Stickman Graphics
- Type: Private Company
- Genre: Graphic novels
- Founded: Brooklyn, NY, USA (1989)
- Founder: Kevin Tinsley
- Headquarters: Brooklyn, NY, United States
- Website: stickmangraphics.com

= Stickman Graphics =

American publisher

Stickman Graphics is an American publisher of graphic novels, prose fiction and how-to books.
The company is currently located in the Borough of Brooklyn in New York City.

==Company history==

Stickman Graphics was founded by Kevin Tinsley as a graphic arts production studio servicing the publishing and comic book industries. As a result of an extensive period assisting in the digital transition of Marvel Comics’ production department, Tinsley published Digital Prepress for Comic Books in 1999.

After the initial success of this timely how-to book, Stickman Graphics transitioned into a publishing business model, and began publishing first-run graphic novel titles. In 2008, it attempted to broaden its market base by releasing an urban-fantasy prose novel called Fruit of the Poisonous Vine, based upon its Stonehaven series of graphic novels.

==Publications==

Softcover to Digital Prepress for Comic Books

- Digital Prepress for Comic Books
How-to/self-publishing

Released: 1999

softcover ISBN 0-9675423-0-8

Digital Prepress for Comic Books was published in November 1999. This professional level how-to book has a narrow focus on pre-production techniques geared specifically for printing comic artwork on an offset press. The basics of digital coloring and lettering are covered with an emphasis on trapping given the necessity of performing such production techniques simultaneously with the creative process of computer coloring and lettering.
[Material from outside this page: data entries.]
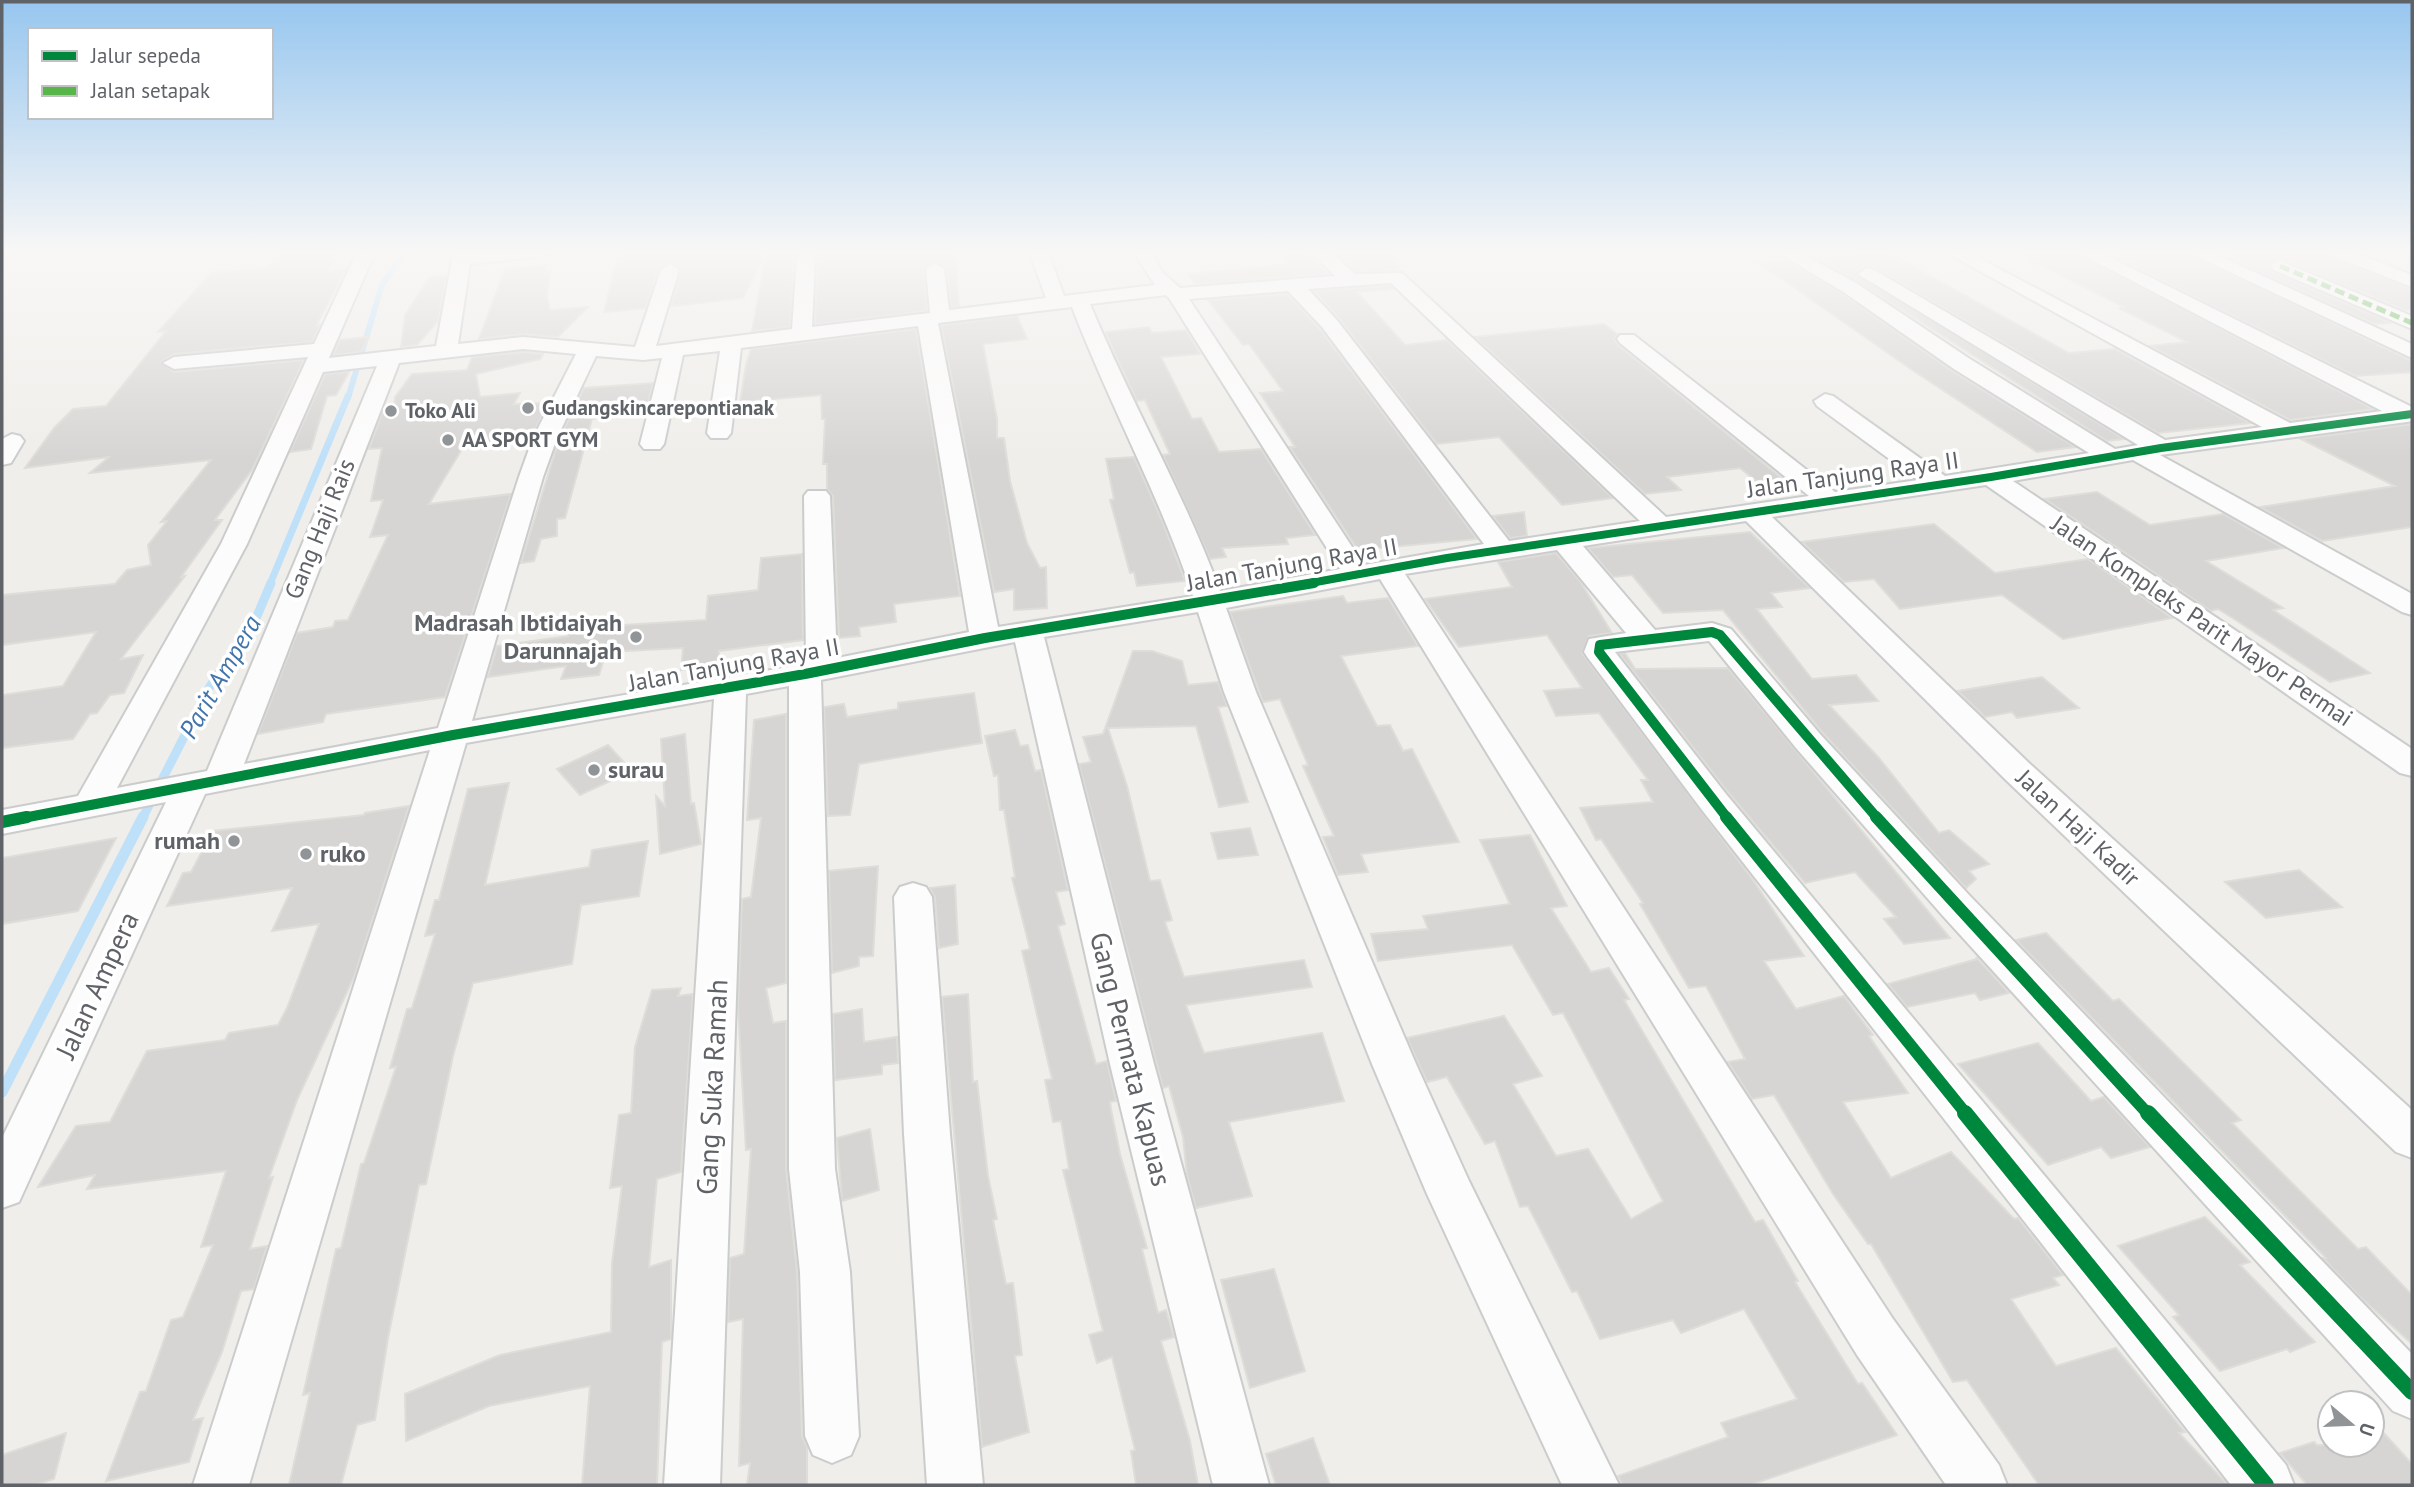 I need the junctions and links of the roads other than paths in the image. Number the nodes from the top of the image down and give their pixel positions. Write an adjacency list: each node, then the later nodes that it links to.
1 (342, 319): 24 (street)
2 (452, 319): 21 (street)
3 (654, 319): 23 (street)
4 (803, 319): 16 (street)
5 (921, 319): 16 (street)
6 (933, 319): 46 (street)
7 (1079, 319): 42 (street)
8 (1192, 319): 41 (street)
9 (1326, 319): 40 (street)
10 (1442, 319): 38 (street)
11 (1897, 319): 32 (street)
12 (1933, 319): 32 (street)
13 (2080, 319): 29 (street)
14 (2220, 319): 28 (street)
15 (2342, 319): 22 (street)
16 (802, 333): 18 (street)
17 (1627, 339): 36 (street)
18 (731, 343): 20 (street); 30 (street)
19 (589, 349): 21 (street); 23 (street); 49 (street)
20 (674, 350): 23 (street); 31 (street)
21 (446, 351): 25 (street)
22 (2412, 352)
23 (643, 354)
24 (327, 359): 25 (street); 26 (street); 52 (street)
25 (384, 359): 51 (street, Gang Haji Rais)
26 (174, 363)
27 (1825, 401): 34 (street)
28 (2410, 415): 29 (street, Jalan Tanjung Raya II)
29 (2285, 430): 32 (street, Jalan Tanjung Raya II)
30 (719, 433)
31 (652, 444)
32 (2136, 452): 33 (street, Jalan Tanjung Raya II); 43 (street)
33 (1992, 477): 34 (street, Jalan Tanjung Raya II); 50 (street, Jalan Kompleks Parit Mayor Permai)
34 (1939, 484): 36 (street, Jalan Tanjung Raya II)
35 (817, 496): 47 (street)
36 (1829, 500): 37 (street, Jalan Tanjung Raya II)
37 (1750, 511): 38 (street, Jalan Tanjung Raya II); 55 (street, Jalan Haji Kadir)
38 (1659, 526): 39 (street, Jalan Tanjung Raya II)
39 (1565, 542): 40 (street, Jalan Tanjung Raya II); 45 (street)
40 (1504, 552): 41 (street, Jalan Tanjung Raya II)
41 (1372, 572): 42 (street, Jalan Tanjung Raya II); 64 (street)
42 (1209, 602): 44 (street, Jalan Tanjung Raya II); 63 (street)
43 (2412, 606)
44 (1027, 630): 46 (street, Jalan Tanjung Raya II); 62 (street, Gang Permata Kapuas)
45 (1645, 637): 57 (street); 65 (street)
46 (985, 638): 47 (street, Jalan Tanjung Raya II)
47 (814, 673): 48 (street, Jalan Tanjung Raya II); 58 (street)
48 (730, 688): 49 (street, Jalan Tanjung Raya II); 60 (street, Gang Suka Ramah)
49 (453, 735): 51 (street, Jalan Tanjung Raya II); 59 (street)
50 (2412, 765)
51 (199, 783): 52 (street, Jalan Tanjung Raya II); 56 (street, Jalan Ampera)
52 (96, 805): 53 (street, Jalan Tanjung Raya II)
53 (2, 822)
54 (912, 897): 61 (street)
55 (2412, 1138)
56 (2, 1186)
57 (2412, 1392)
58 (832, 1436)
59 (220, 1485)
60 (692, 1485)
61 (955, 1485)
62 (1241, 1485)
63 (1591, 1485)
64 (1979, 1485)
65 (2266, 1485)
Hardcover to The Festering Season

- The Festering Season
graphic novel

Released: 2002

softcover ISBN 0-9675423-2-4

hardcover ISBN 0-9675423-1-6

The Festering Season is a graphic novel published in 2002. This graphic novel is a supernatural-mystery about the daughter of a Vodou priestess in New York City as she investigates the murder of her mother. The story is highly polemical and particularly critical of the Giuliani administration. It received positive write ups in the media, including the New York Times and Publishers Weekly.
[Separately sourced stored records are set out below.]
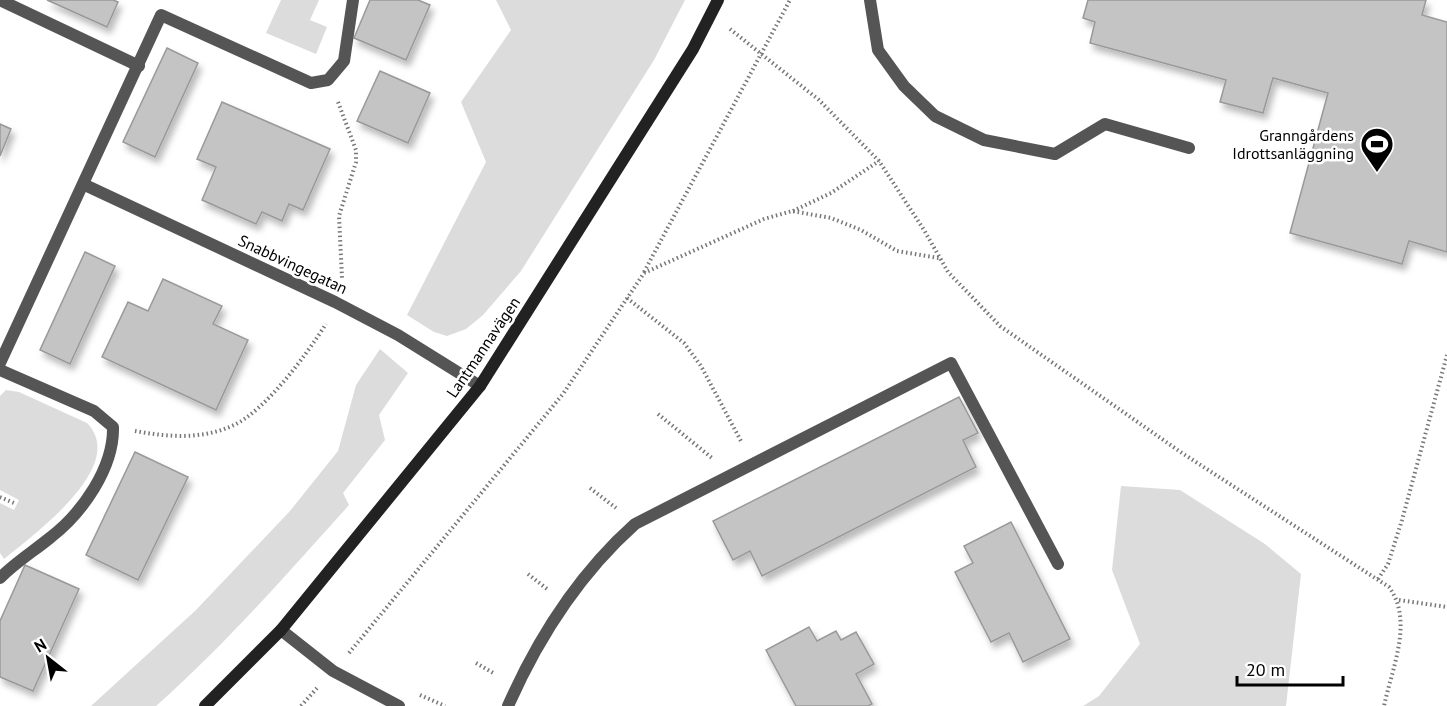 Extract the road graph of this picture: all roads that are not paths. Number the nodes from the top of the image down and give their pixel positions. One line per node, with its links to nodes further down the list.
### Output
1 (0, 0): 5 (street)
2 (353, 0): 5 (street)
3 (718, 0): 10 (street, Lantmannavägen)
4 (870, 0): 6 (street)
5 (139, 66): 7 (street)
6 (1189, 148)
7 (85, 185): 8 (street); 10 (street, Snabbvingegatan)
8 (0, 363)
9 (0, 370): 12 (street)
10 (480, 386): 13 (street, Lantmannavägen)
11 (1058, 564): 16 (street)
12 (0, 578)
13 (281, 630): 14 (street, Lantmannavägen); 15 (street)
14 (205, 706)
15 (399, 706)
16 (508, 706)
Stonehaven is a series of graphic novels and prose novels set in a contemporary urban fantasy city of the same name, in which mythical creatures live openly alongside humans. The individual stories tend to be multi-genre (crime thrillers, adventure, mystery) within this fantasy environment and use a rotating ensemble cast of characters.

- Milk Cartons and Dog Biscuits
graphic novel

Released: 2004

softcover ISBN 0-9675423-4-0

hardcover ISBN 0-9675423-3-2

The first book in the series, Milk Cartons and Dog Biscuits (graphic novel, 2004), is an introduction of the city through the eyes of an outsider. It follows a State Ranger (the equivalent of a marshal or state police trooper) from a rural area who travels to the city in search of his runaway daughter. Receiving no assistance from the Municipal Guard (the city police), he hires a disreputable half-elf private detective, named Victor Jardine, to help in his search. Their investigation brings them in conflict with the Chinese mob and a renegade werewolf, while introducing a number of recurring characters and institutions.

- Subterranean Hearts
graphic novel

Released: 2006

softcover ISBN 0-9675423-6-7

hardcover ISBN 0-9675423-5-9

Subterranean Hearts, the second book in the series (graphic novel, 2006), is about an elven magic student attending Stonehaven University who must take a summer job at an extermination company in order to pay her tuition. This company employs magic-users, clerics and ex-military in order to deal with more fantastical pests. An intersecting storyline involves Victor Jardine and mob enforcer Meili Mau (also introduced in first book) coming into conflict over a mentally disturbed teenager. The story culminates with all parties fighting for their lives against trolls in the city’s sewer system.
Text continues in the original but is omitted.